= Required work =
Exact copy, no pictures: repeat the data that follows.

= Record excerpts =
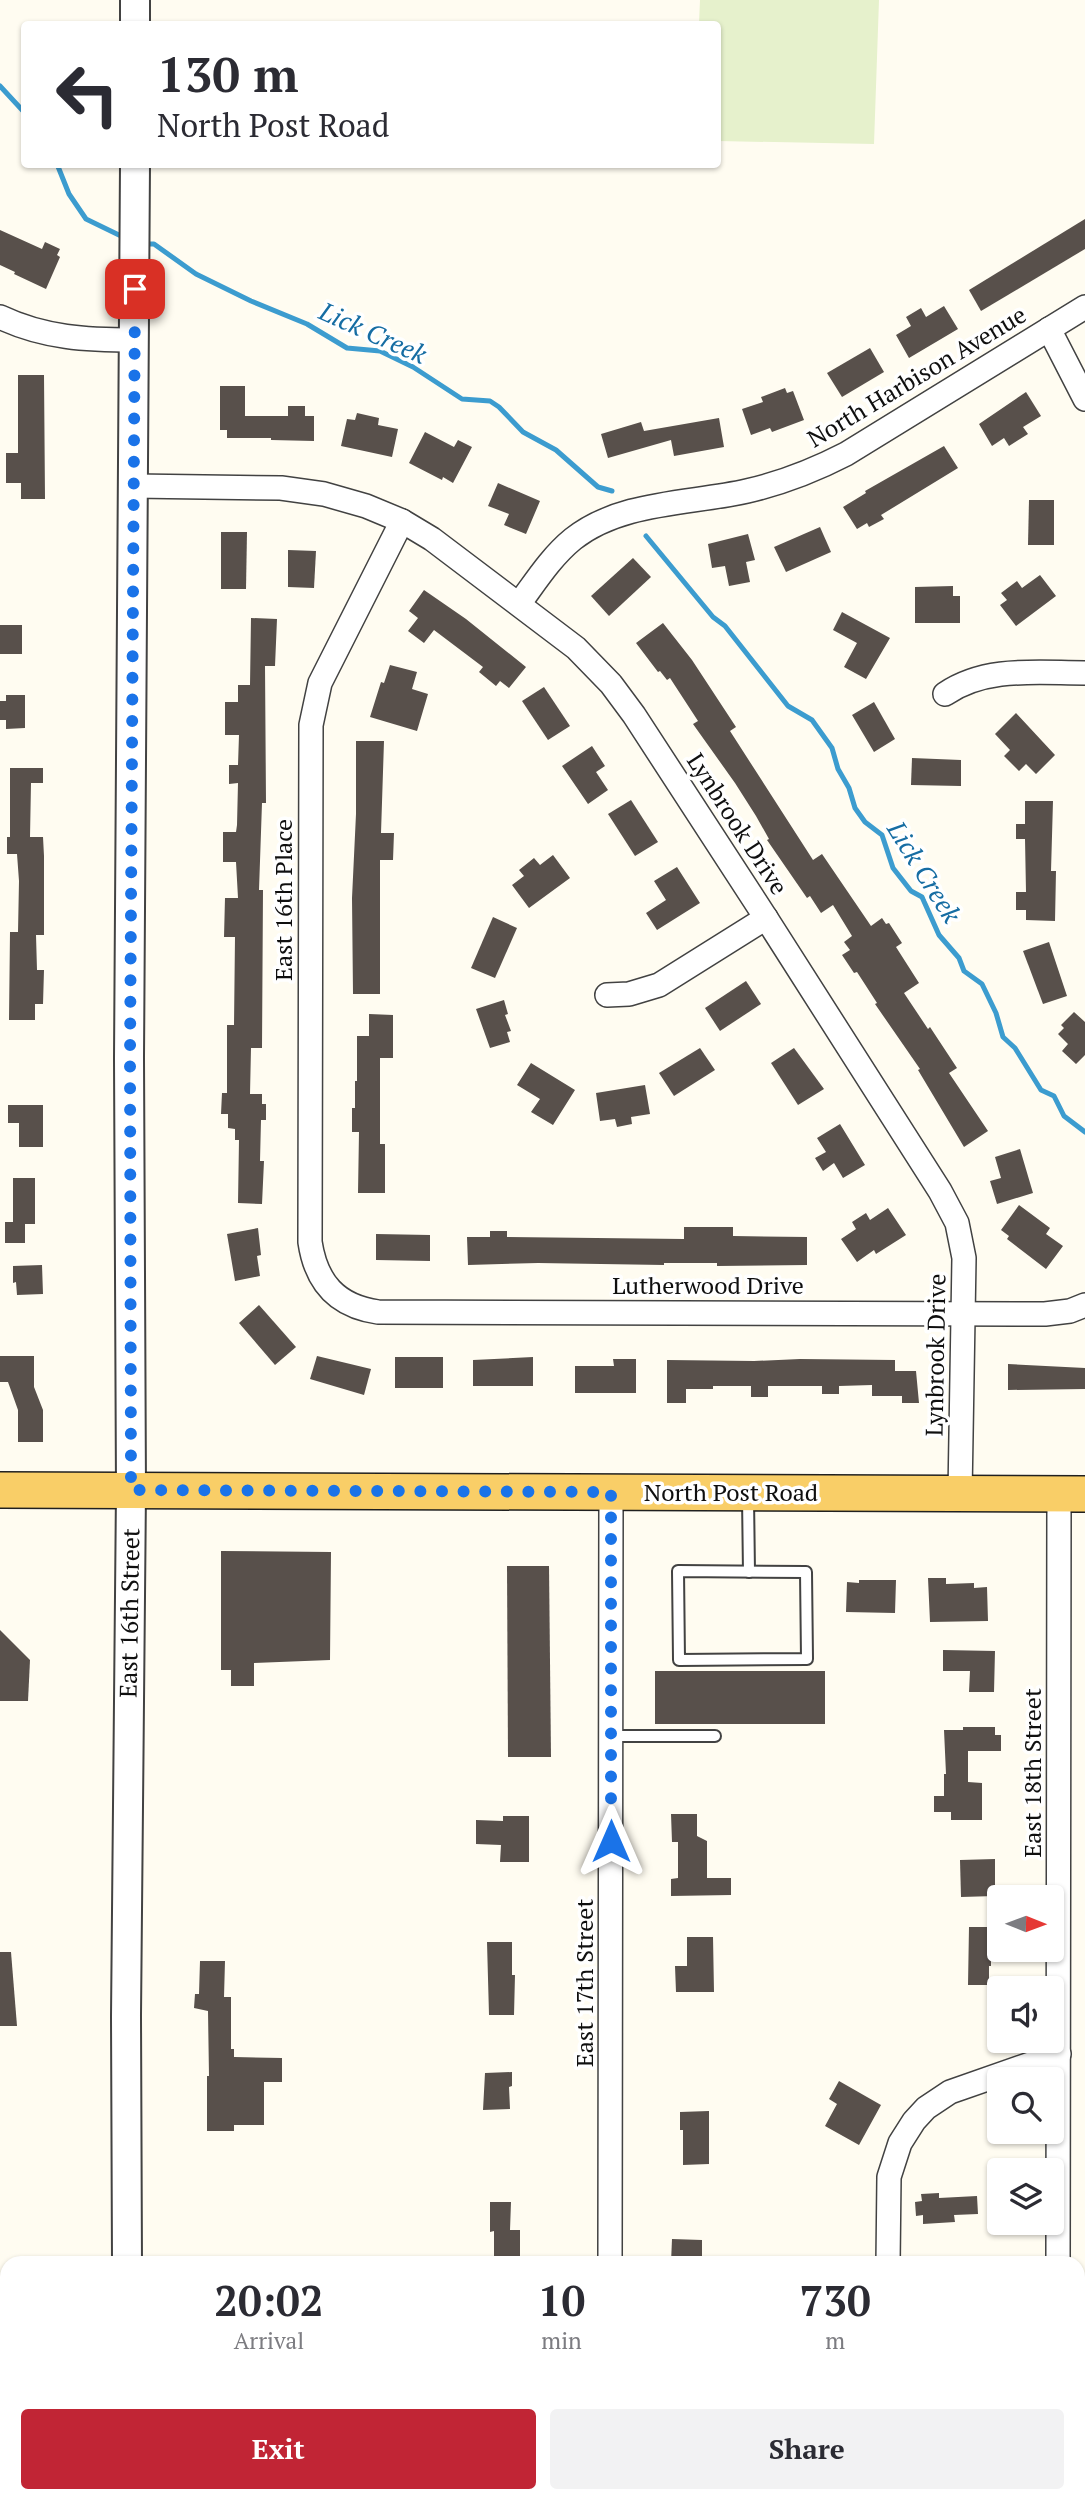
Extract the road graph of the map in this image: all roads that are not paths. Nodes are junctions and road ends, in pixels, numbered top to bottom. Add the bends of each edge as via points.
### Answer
1 (135, 0) edge
2 (135, 21) edge
3 (135, 168) edge
4 (1085, 307) edge
5 (0, 317) edge
6 (1049, 329) junction
7 (135, 340) junction
8 (1085, 399) edge
9 (134, 486) junction
10 (401, 521) junction
11 (519, 604) junction
12 (1085, 673) edge
13 (945, 694) dead end
14 (766, 918) junction
15 (607, 995) dead end
16 (334, 1293) joint
17 (1085, 1305) edge
18 (962, 1313) junction
19 (0, 1490) edge
20 (131, 1490) junction
21 (611, 1492) junction
22 (748, 1493) junction
23 (960, 1494) junction
24 (1072, 1494) edge
25 (749, 1572) junction
26 (611, 1736) junction
27 (715, 1736) dead end
28 (1059, 2054) junction
29 (127, 2256) edge
30 (610, 2256) edge
31 (888, 2256) edge
32 (1058, 2256) edge

1 - 2 street
3 - 7 street, East 16th Street
4 - 6 street, North Harbison Avenue
5 - 7 street via 61,337
6 - 8 street
6 - 11 street, North Harbison Avenue via 819,468 765,487 639,510 594,526 559,551
7 - 9 street, East 16th Street
9 - 10 street, Lynbrook Drive via 299,490 359,503
9 - 20 street, East 16th Street
10 - 11 street, Lynbrook Drive
10 - 16 street, East 16th Place via 320,683 311,725 310,1242 313,1264
11 - 14 street, Lynbrook Drive via 576,648 611,684
12 - 13 street via 993,674 966,681
14 - 15 street via 659,985
14 - 18 street, Lynbrook Drive via 957,1223 963,1249
16 - 18 street, Lutherwood Drive via 357,1307 377,1312
17 - 18 street, Lutherwood Drive via 1045,1314
18 - 23 street, Lynbrook Drive
19 - 20 main road, North Post Road
20 - 21 main road, North Post Road
20 - 29 street, East 16th Street
21 - 22 main road, North Post Road
21 - 26 street, East 17th Street
22 - 23 main road, North Post Road
22 - 25 lane
23 - 24 main road, North Post Road
24 - 28 street, East 18th Street
25 - 25 lane via 678,1571 679,1660 807,1659 806,1572
26 - 27 lane
26 - 30 street, East 17th Street
28 - 31 street via 950,2092 914,2121 900,2143 889,2177
28 - 32 street, East 18th Street

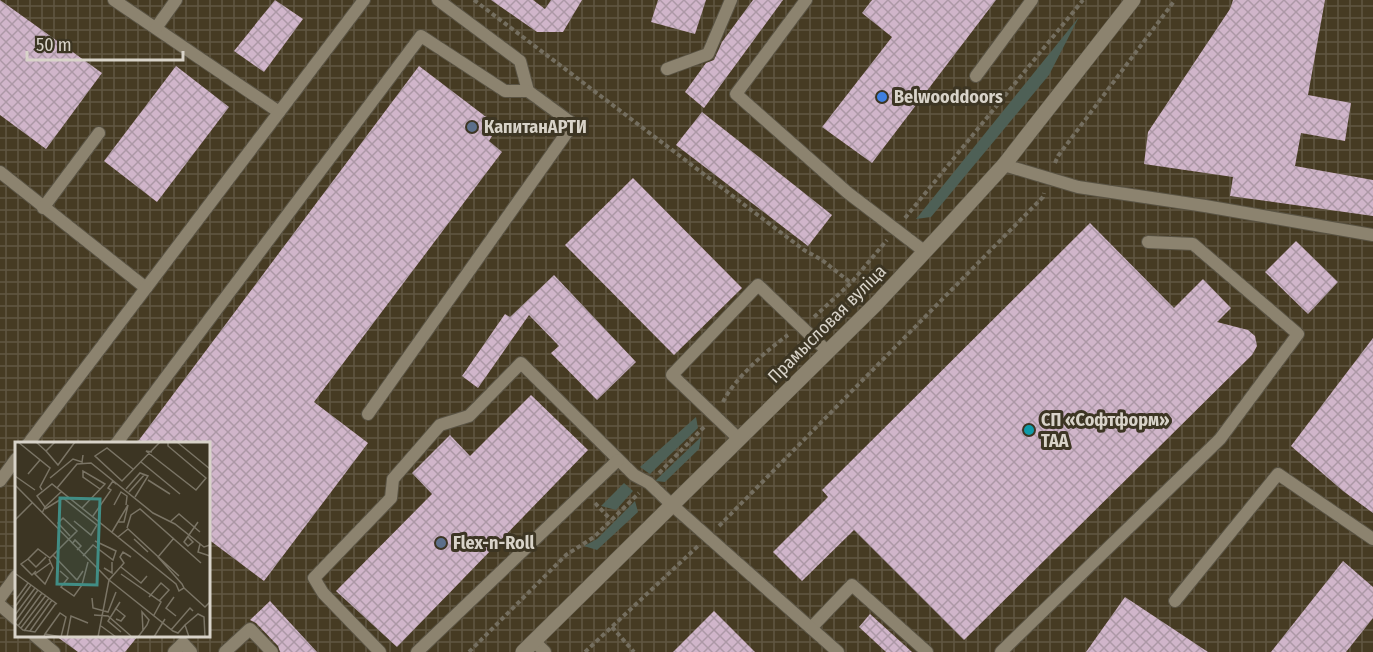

= Response to this exercise =
Extract the road graph of the map in this image: all roads that are not paths. Nodes are junctions and road ends, in pixels, numbered top to bottom. Add the bends of each edge as via points.
### Answer
1 (135, 0) edge
2 (135, 21) edge
3 (135, 168) edge
4 (1085, 307) edge
5 (0, 317) edge
6 (1049, 329) junction
7 (135, 340) junction
8 (1085, 399) edge
9 (134, 486) junction
10 (401, 521) junction
11 (519, 604) junction
12 (1085, 673) edge
13 (945, 694) dead end
14 (766, 918) junction
15 (607, 995) dead end
16 (334, 1293) joint
17 (1085, 1305) edge
18 (962, 1313) junction
19 (0, 1490) edge
20 (131, 1490) junction
21 (611, 1492) junction
22 (748, 1493) junction
23 (960, 1494) junction
24 (1072, 1494) edge
25 (749, 1572) junction
26 (611, 1736) junction
27 (715, 1736) dead end
28 (1059, 2054) junction
29 (127, 2256) edge
30 (610, 2256) edge
31 (888, 2256) edge
32 (1058, 2256) edge

1 - 2 street
3 - 7 street, East 16th Street
4 - 6 street, North Harbison Avenue
5 - 7 street via 61,337
6 - 8 street
6 - 11 street, North Harbison Avenue via 819,468 765,487 639,510 594,526 559,551
7 - 9 street, East 16th Street
9 - 10 street, Lynbrook Drive via 299,490 359,503
9 - 20 street, East 16th Street
10 - 11 street, Lynbrook Drive
10 - 16 street, East 16th Place via 320,683 311,725 310,1242 313,1264
11 - 14 street, Lynbrook Drive via 576,648 611,684
12 - 13 street via 993,674 966,681
14 - 15 street via 659,985
14 - 18 street, Lynbrook Drive via 957,1223 963,1249
16 - 18 street, Lutherwood Drive via 357,1307 377,1312
17 - 18 street, Lutherwood Drive via 1045,1314
18 - 23 street, Lynbrook Drive
19 - 20 main road, North Post Road
20 - 21 main road, North Post Road
20 - 29 street, East 16th Street
21 - 22 main road, North Post Road
21 - 26 street, East 17th Street
22 - 23 main road, North Post Road
22 - 25 lane
23 - 24 main road, North Post Road
24 - 28 street, East 18th Street
25 - 25 lane via 678,1571 679,1660 807,1659 806,1572
26 - 27 lane
26 - 30 street, East 17th Street
28 - 31 street via 950,2092 914,2121 900,2143 889,2177
28 - 32 street, East 18th Street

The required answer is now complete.